We introduce a novel method for the implementation of shape optimization for non-parameterized shapes in fluid dynamics applications, where we propose to use the shape derivative to determine deformation fields with the help of the \(p-\) Laplacian for \(p > 2\). This approach is closely related to the computation of steepest descent directions of the shape functional in the \(W^{1,\infty }-\) topology and refers to the recent publication Deckelnick et al. (A novel \(W^{1,\infty}\) approach to shape optimisation with Lipschitz domains, 2021), where this idea is proposed.
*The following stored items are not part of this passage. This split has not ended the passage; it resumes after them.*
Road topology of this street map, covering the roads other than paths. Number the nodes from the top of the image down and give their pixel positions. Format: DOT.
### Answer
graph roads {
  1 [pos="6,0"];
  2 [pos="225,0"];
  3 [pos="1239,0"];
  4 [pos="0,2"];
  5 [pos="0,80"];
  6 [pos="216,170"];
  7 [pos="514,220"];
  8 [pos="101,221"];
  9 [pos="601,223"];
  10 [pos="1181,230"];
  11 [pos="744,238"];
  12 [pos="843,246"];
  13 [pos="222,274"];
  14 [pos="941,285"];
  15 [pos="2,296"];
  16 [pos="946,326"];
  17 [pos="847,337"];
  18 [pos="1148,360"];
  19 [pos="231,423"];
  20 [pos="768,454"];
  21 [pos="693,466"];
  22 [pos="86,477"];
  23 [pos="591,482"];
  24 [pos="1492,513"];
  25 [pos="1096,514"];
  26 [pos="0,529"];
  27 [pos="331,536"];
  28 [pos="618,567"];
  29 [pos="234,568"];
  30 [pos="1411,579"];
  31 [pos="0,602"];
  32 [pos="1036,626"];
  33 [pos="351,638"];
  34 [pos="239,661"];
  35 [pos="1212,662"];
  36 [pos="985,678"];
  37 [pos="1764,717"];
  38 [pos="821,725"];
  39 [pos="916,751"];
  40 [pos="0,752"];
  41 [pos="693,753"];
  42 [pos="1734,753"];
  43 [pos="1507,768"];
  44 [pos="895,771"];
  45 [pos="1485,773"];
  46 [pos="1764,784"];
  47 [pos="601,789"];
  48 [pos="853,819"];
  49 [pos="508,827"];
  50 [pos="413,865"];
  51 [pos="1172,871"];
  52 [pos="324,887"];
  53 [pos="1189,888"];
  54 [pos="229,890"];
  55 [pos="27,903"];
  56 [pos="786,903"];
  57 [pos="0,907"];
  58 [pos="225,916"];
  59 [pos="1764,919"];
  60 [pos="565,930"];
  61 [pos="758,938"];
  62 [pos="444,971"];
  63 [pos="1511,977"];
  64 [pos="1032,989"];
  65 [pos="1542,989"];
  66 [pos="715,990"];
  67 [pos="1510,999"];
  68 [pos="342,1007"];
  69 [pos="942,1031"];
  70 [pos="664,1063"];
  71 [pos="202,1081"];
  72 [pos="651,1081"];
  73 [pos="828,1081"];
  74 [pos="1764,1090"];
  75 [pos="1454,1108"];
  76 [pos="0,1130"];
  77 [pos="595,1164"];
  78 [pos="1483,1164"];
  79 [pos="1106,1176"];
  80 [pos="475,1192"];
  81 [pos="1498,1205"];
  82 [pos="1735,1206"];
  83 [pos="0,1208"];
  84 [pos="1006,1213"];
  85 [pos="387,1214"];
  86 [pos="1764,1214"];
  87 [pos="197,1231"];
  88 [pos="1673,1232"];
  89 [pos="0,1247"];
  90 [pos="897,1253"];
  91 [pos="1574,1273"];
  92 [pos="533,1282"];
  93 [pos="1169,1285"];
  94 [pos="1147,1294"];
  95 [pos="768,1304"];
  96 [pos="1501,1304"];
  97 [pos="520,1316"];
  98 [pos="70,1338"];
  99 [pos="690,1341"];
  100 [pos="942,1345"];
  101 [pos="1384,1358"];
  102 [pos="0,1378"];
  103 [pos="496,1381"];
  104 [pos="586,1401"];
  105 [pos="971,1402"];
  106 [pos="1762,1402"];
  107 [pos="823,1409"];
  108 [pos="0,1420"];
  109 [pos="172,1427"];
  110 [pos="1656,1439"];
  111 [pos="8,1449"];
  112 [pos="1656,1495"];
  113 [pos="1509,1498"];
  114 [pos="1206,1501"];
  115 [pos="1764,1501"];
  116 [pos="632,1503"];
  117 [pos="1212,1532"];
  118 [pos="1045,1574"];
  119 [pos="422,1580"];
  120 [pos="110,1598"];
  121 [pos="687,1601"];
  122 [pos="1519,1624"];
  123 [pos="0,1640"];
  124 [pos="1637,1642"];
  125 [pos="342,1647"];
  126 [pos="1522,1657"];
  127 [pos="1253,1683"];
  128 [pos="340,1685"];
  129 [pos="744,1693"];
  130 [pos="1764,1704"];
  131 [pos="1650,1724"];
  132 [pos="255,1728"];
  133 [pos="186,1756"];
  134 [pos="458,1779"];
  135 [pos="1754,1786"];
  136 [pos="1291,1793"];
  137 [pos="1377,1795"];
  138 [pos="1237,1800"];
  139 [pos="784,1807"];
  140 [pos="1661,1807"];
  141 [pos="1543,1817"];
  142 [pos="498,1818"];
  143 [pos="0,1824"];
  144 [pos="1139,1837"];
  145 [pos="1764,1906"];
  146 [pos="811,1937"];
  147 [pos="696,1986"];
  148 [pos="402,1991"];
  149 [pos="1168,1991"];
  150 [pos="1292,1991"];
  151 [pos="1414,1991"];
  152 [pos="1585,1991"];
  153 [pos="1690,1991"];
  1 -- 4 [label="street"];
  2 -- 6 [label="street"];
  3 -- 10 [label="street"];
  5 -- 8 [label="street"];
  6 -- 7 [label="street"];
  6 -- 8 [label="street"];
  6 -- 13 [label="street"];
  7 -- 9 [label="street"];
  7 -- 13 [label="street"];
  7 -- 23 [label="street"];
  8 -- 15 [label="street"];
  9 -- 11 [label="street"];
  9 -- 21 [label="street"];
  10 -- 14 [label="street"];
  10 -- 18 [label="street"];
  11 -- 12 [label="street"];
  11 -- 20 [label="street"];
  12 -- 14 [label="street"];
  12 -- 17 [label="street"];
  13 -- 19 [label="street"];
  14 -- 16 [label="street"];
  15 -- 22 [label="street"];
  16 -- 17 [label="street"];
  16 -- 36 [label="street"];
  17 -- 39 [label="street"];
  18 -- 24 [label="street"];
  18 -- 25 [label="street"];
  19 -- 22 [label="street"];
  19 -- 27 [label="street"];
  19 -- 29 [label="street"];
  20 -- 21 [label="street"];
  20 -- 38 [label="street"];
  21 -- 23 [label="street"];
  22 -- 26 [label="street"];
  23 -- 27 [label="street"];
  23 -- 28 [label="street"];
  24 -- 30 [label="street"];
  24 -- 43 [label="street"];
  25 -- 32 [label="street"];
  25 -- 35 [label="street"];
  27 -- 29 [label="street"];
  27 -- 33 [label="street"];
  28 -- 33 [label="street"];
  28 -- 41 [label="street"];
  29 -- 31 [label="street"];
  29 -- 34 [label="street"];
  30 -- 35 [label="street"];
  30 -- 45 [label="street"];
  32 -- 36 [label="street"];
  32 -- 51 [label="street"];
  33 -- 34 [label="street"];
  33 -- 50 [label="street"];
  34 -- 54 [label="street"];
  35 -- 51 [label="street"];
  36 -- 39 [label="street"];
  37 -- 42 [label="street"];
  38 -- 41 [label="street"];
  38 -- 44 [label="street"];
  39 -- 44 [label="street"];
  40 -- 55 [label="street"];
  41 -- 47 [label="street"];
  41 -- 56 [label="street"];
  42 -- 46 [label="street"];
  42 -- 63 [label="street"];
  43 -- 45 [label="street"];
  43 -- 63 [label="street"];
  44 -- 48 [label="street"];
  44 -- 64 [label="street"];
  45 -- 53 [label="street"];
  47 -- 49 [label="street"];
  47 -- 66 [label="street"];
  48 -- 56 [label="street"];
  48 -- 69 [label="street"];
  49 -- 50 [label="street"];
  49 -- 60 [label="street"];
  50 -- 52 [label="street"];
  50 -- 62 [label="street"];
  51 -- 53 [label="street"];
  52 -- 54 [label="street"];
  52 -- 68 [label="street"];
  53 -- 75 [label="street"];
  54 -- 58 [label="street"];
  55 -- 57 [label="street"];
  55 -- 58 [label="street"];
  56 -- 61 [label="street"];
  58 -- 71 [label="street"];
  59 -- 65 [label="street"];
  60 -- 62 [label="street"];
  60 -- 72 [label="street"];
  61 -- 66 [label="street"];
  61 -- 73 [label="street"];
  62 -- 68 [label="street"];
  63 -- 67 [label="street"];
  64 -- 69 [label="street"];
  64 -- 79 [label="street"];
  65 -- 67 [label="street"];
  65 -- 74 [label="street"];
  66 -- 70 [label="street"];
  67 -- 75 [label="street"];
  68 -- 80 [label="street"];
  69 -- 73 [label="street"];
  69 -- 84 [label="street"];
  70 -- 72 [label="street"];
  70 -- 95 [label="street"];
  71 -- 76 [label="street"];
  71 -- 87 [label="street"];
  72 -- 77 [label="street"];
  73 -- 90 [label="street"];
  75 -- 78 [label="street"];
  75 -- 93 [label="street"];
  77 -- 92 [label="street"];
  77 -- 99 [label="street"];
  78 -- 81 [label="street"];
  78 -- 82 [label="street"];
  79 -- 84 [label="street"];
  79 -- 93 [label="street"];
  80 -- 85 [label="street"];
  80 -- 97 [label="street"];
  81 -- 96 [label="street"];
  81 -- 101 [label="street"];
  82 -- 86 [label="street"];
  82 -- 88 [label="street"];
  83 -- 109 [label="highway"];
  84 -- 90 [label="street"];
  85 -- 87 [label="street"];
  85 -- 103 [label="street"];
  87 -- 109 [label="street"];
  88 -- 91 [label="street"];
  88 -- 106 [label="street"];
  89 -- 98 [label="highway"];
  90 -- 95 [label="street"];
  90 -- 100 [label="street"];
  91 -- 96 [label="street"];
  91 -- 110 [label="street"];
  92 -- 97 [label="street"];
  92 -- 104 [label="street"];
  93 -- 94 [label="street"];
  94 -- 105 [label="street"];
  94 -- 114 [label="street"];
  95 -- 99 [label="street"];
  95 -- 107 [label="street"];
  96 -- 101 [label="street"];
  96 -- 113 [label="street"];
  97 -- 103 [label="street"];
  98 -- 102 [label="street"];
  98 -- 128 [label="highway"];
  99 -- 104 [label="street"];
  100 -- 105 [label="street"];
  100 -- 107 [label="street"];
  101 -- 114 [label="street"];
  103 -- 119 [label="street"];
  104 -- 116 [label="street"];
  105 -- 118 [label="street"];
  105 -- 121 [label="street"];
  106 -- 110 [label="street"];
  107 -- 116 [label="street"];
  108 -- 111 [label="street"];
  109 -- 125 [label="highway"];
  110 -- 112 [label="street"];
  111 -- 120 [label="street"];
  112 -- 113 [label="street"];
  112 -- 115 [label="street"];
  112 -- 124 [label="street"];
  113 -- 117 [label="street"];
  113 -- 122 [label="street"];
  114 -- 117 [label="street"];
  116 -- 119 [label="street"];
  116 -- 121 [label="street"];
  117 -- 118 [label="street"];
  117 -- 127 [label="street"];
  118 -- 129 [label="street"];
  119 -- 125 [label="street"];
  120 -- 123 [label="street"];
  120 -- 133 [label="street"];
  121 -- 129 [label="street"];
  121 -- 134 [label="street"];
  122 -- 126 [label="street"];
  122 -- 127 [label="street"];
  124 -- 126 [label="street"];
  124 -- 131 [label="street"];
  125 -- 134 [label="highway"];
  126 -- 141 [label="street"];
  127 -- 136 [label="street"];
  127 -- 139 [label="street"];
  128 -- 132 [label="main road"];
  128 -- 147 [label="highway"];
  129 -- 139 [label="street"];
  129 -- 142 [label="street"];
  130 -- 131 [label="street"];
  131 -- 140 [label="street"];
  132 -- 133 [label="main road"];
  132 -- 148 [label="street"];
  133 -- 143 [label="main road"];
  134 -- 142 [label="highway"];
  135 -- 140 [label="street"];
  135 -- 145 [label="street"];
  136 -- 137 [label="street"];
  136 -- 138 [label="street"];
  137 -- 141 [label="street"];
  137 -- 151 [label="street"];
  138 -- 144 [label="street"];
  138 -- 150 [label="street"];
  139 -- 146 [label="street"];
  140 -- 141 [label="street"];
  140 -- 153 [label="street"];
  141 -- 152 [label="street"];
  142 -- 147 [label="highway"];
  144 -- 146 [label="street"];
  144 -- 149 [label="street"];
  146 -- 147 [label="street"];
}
Our approach is demonstrated for shape optimization related to drag-minimal free floating bodies. The method is validated against existing approaches with respect to convergence of the optimization algorithm, the obtained shape, and regarding the quality of the computational grid after large deformations. Our numerical results strongly indicate that shape optimization related to the \(W^{1,\infty }\)-topology—though numerically more demanding—seems to be superior over the classical approaches invoking Hilbert space methods, concerning the convergence, the obtained shapes and the mesh quality after large deformations, in particular when the optimal shape features sharp corners.

我们介绍了一种在流体动力学应用中实现非参数化形状的形状优化的新方法，我们建议在\(p-\)拉普拉斯算子的帮助下使用形状导数来确定变形场\(p > 2\)。这种方法与\(W^{1,\infty }-\)拓扑中形状泛函的最陡下降方向的计算密切相关，并参考了最近发表的 Deckelnick 等人。（一本小说\(W^{1,\infty}\)使用 Lipschitz 域进行形状优化的方法，2021 年），其中提出了这个想法。我们的方法被证明用于与阻力最小的自由浮动体相关的形状优化。该方法在优化算法的收敛性、获得的形状以及大变形后计算网格的质量方面针对现有方法进行了验证。我们的数值结果强烈表明与\(W^{1,\infty }\)拓扑相关的形状优化——尽管在数值上要求更高——似乎优于调用希尔伯特空间方法的经典方法，关于收敛性，获得的大变形后的形状和网格质量，特别是当最佳形状具有尖角时。